Dollars for Docs

Note: I produced this for ProPublica in 2010.

Quick pitch

Find out how much Big Pharma pays your doctor.

The old way, step-by-step

To find out if a particular physician has any kind of financial relationship with a pharmaceutical company:

  1. Think of a physician's name.
  2. Think of a drug company's name.
  3. Find out if drug company has publicly disclosed its financial relationships with doctors.
  4. Find the site/document in which these disclosures have been made.
  5. Do a manual search for the physician's name.

The new way, step-by-step

  1. Go to my website
  2. Think of a physician's name
  3. Type in the name into a search box
  4. Read the results

Data details

Where does the data come from? How is it collected?

The data comes from drug companies themselves, posted online, usually as part of a settlement with the Justice Department. Here's an example with Pfizer:

"This historic settlement emphasizes the government’s commitment to corporate and individual accountability and to transparency throughout the pharmaceutical industry," said Daniel R. Levinson, Inspector General of the United States Department of Health and Human Services. "The corporate integrity agreement requires senior Pfizer executives and board members to complete annual compliance certifications and opens Pfizer to more public scrutiny by requiring it to make detailed disclosures on its Web site. We expect this agreement to increase integrity in the marketing of pharmaceuticals."

Here's Pfizer's website of Payments to Health Care Professionals.

What data-cleaning/processing needs to be done?

Each company has a different way of posting their data; Pfizer's will require web-scraping, for example (Data on Fees to Doctors Is Called Hard to Parse - (nytimes.com) ). Others, such as GlaxoSmithKline, come in PDFs, and so the PDFs need to be converted to text and then parsed into data in a painful, manual way.

Also, since each drug company has its own data system, they often refer to doctors with similar but not exact-matching names (e.g. Robert J. Smith and Bobby Johnson Smith). And each company is required to disclose different periods of times and different kinds of data, so not everything is apples-to-apples.

Implementation details

Describe the public-facing endpoints

The front page will contain a big search box to let users type in their doctors' names. The search results page will contain a table, with these fields: doctor name, year, city/state, drug company, category of relationship (i.e. research, consulting, promotion).

Each result will be clickable/linkable and have its own detailed page showing more about the payment, even those most payment records don't have much information. But we need to include a lot of explanatory material and context, such as what these payments mean or don't mean (i.e. they don't mean that the doctor is corrupt).

I will also have views that will list all records by state and by company, so that users can easily see which doctors in their state have the largest financial relationship. Or, to see which companies pay the most to doctors.

How will the data be stored?

I'll store all the raw data files (PDFs, HTML pages, etc) on a backup disk, just so I can refer to the source material if anyone disputes a listing.
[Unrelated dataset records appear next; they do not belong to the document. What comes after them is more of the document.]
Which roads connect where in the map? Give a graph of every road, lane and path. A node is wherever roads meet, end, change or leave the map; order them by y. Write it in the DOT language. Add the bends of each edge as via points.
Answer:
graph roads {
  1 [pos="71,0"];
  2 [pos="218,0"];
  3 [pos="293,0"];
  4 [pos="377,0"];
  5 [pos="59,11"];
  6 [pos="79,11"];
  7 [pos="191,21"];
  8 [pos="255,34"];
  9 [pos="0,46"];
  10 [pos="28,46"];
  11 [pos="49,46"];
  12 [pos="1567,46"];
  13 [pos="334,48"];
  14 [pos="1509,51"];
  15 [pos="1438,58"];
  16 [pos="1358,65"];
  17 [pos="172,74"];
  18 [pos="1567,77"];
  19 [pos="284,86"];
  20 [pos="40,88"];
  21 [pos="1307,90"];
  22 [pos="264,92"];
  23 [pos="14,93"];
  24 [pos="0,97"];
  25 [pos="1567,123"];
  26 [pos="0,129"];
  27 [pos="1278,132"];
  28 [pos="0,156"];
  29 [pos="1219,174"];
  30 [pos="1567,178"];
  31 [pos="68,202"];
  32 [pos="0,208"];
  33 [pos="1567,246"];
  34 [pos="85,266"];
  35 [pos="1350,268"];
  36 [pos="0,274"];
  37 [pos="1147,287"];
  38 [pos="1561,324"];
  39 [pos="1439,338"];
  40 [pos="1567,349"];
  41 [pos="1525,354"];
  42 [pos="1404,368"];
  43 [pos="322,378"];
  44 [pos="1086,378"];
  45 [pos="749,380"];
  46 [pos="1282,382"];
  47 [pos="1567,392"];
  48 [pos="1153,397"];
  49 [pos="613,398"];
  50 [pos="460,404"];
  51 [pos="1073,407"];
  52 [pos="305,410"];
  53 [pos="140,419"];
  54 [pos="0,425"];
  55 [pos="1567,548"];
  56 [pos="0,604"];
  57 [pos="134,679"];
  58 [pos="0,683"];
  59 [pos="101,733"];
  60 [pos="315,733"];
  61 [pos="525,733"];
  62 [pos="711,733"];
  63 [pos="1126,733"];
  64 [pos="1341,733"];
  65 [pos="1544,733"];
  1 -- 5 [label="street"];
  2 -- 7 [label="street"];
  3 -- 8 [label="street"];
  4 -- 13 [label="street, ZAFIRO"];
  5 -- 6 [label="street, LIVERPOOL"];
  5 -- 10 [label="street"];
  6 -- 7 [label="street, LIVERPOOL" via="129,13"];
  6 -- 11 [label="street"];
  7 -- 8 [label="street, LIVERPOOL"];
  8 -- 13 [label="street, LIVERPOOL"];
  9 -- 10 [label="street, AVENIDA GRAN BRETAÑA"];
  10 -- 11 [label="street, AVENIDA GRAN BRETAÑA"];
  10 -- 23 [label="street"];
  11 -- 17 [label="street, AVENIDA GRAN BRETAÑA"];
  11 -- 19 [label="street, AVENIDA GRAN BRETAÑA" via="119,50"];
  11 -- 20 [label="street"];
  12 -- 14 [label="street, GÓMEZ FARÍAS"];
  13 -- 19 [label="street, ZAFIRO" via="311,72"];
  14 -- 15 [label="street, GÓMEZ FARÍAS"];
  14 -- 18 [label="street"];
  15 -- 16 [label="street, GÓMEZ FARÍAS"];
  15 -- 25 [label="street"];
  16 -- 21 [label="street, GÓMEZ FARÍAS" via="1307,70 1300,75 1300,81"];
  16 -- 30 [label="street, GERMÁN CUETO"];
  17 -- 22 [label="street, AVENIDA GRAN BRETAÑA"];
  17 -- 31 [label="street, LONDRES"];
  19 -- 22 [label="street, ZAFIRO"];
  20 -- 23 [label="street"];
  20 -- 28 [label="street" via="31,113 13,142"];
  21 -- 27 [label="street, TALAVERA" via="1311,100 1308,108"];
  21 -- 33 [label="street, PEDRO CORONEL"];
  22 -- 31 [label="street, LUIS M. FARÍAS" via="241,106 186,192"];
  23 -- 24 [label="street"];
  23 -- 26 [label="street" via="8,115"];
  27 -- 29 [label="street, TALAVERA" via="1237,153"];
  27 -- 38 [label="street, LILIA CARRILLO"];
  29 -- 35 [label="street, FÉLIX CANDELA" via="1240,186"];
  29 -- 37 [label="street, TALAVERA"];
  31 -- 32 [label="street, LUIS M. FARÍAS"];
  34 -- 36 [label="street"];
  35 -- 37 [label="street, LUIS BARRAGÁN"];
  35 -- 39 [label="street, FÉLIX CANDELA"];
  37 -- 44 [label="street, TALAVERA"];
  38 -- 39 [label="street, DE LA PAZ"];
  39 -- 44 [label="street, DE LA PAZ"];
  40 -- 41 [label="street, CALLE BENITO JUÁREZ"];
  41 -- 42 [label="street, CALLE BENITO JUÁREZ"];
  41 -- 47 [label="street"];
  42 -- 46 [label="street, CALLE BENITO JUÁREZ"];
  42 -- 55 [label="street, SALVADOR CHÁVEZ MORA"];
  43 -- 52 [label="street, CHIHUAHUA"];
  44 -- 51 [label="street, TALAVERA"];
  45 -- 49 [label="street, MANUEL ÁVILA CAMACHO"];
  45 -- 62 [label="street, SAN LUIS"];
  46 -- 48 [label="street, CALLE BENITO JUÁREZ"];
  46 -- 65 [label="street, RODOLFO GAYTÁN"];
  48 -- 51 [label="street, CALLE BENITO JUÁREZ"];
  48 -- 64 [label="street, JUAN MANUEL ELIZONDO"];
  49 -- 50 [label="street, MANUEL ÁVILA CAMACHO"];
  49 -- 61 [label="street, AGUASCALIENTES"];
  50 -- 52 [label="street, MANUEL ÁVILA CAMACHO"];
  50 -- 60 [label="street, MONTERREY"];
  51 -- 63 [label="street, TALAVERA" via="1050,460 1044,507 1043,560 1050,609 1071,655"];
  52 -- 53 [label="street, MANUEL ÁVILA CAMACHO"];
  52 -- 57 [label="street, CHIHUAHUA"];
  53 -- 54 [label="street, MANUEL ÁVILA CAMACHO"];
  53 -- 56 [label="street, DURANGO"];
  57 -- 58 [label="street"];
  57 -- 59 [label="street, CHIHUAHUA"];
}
However, the site (which will be Ruby on Rails) will run off of a MySQL database.

Who else has done it and how is your attempt better?

Each of the drug companies have "done it", but their records listings all have shortcomings. Pfizer's site, for example, makes it all but impossible to do anything else besides a specific names search, which blocks interesting inquiries such as finding the doctors who receive the most money from them.

Pre-mortem

  • Too difficult to gather the data - Scraping HTML and PDFs is very time-consuming work and requires studying each site/document and understanding its particular structure.
  • Too difficult to avoid errors - Having the wrong records associated with the wrong doctors is something that could easily happen given the complexity of reverse-engineering the data files.
  • Data is inherently limited - The companies all disclose different categories and time periods, and so it requires a lot of study to make sure that we're correctly categorizing things (such as honorariums and money given for doing presentations, versus doing research).
  • Database crashes - There's a lot of records, and if people do a lot of searches, the app could crash.